§ **Records for this task**
+++

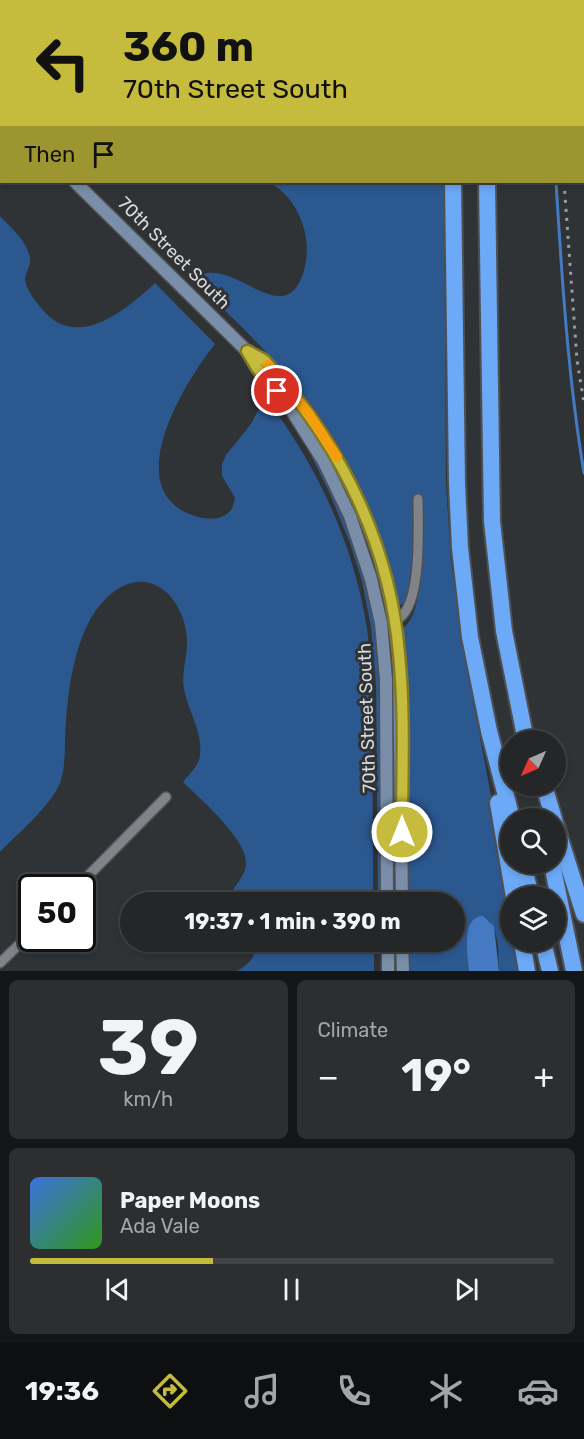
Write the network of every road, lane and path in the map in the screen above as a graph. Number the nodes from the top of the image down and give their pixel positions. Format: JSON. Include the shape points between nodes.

+++

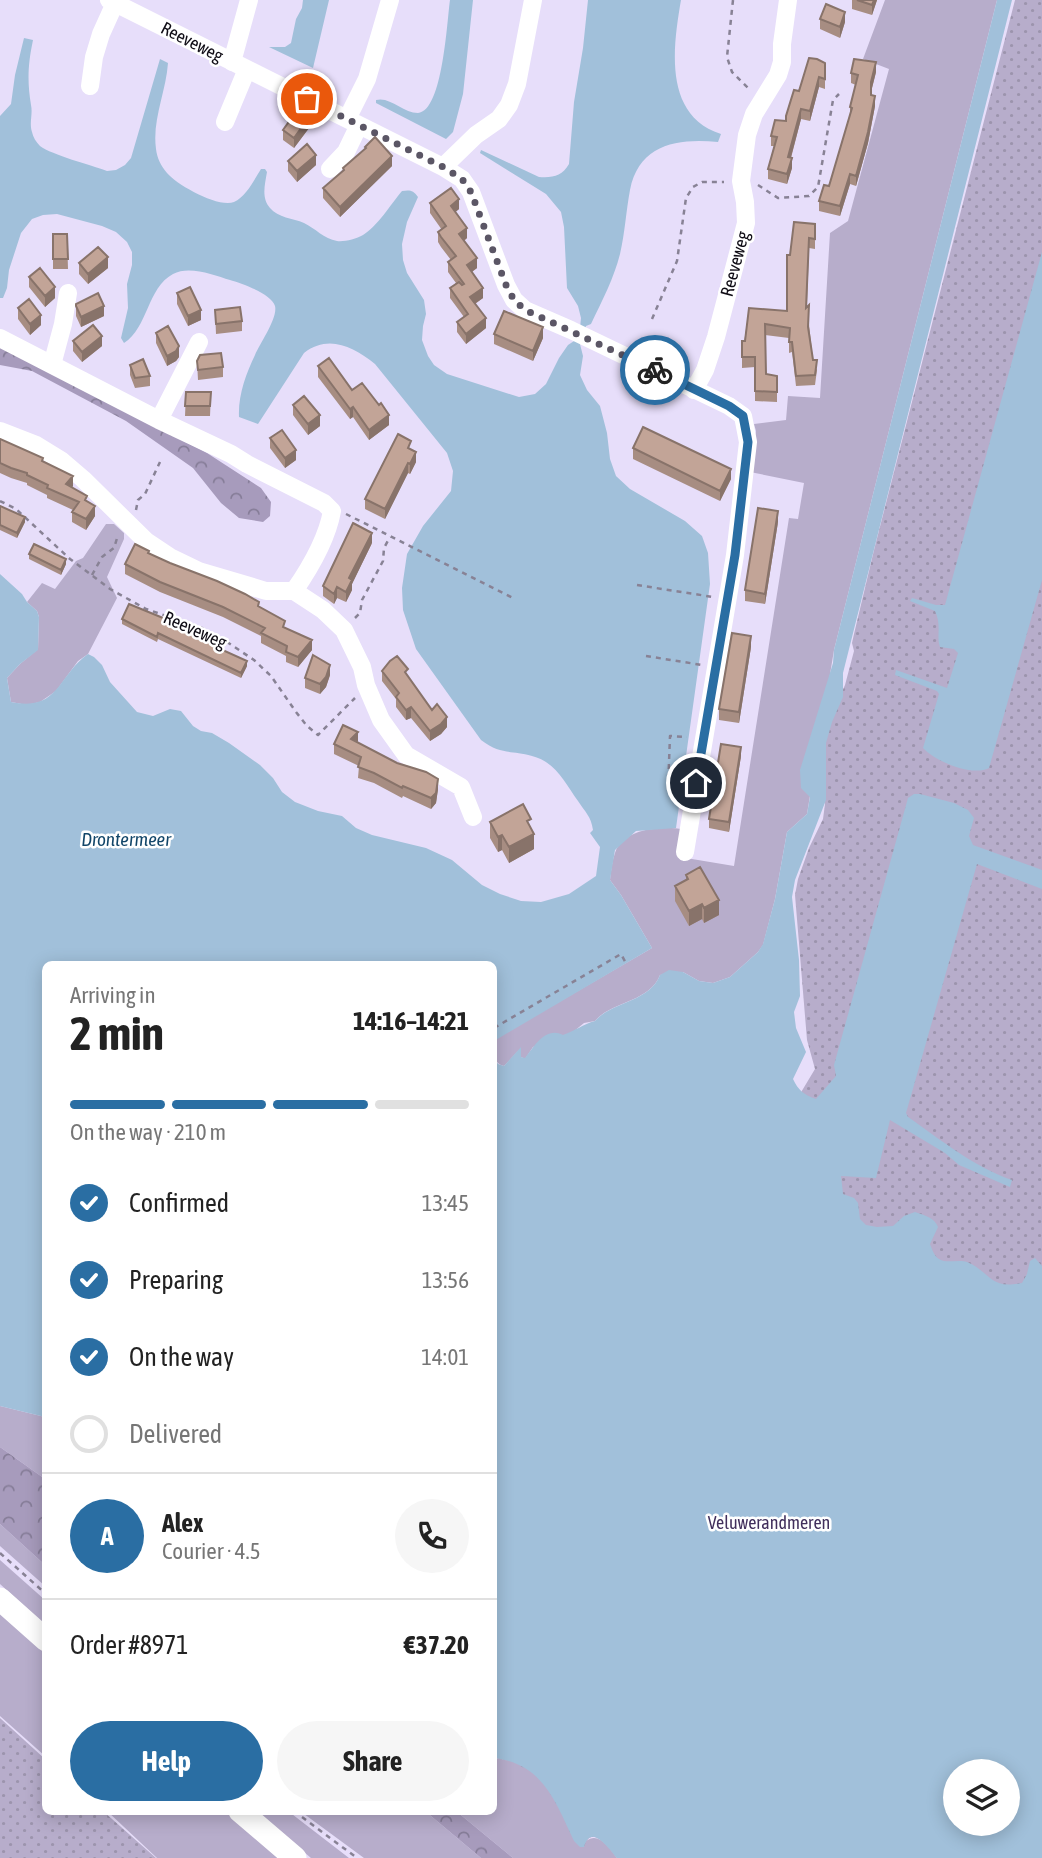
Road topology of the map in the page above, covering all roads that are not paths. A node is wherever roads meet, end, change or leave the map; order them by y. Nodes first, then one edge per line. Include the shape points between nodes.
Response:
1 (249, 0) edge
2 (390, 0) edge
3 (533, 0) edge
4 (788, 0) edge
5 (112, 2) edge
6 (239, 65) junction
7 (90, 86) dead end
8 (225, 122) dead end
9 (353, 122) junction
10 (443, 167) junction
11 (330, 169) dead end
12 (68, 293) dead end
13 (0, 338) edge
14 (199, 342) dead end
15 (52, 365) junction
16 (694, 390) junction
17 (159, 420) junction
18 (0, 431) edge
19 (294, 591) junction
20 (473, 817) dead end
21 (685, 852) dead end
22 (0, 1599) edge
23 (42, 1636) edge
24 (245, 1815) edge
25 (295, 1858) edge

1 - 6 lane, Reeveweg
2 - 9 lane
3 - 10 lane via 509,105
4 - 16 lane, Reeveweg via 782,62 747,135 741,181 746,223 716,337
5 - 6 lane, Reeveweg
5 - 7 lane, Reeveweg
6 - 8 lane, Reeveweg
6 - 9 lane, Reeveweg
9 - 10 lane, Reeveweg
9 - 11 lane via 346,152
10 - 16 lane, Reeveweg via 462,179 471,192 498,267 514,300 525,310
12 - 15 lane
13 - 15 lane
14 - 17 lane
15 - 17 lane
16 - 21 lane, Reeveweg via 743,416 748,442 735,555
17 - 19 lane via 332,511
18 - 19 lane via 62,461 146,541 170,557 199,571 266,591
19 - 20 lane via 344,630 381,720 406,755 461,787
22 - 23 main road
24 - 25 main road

+++

§ **What you have to do**
Each line in the records that carries "above" must be copied out.

§ **Answer space**
Write the network of every road, lane and path in the map in the screen above as a graph. Number the nodes from the top of the image down and give their pixel positions. Format: JSON. Include the shape points between nodes.
Road topology of the map in the page above, covering all roads that are not paths. A node is wherever roads meet, end, change or leave the map; order them by y. Nodes first, then one edge per line. Include the shape points between nodes.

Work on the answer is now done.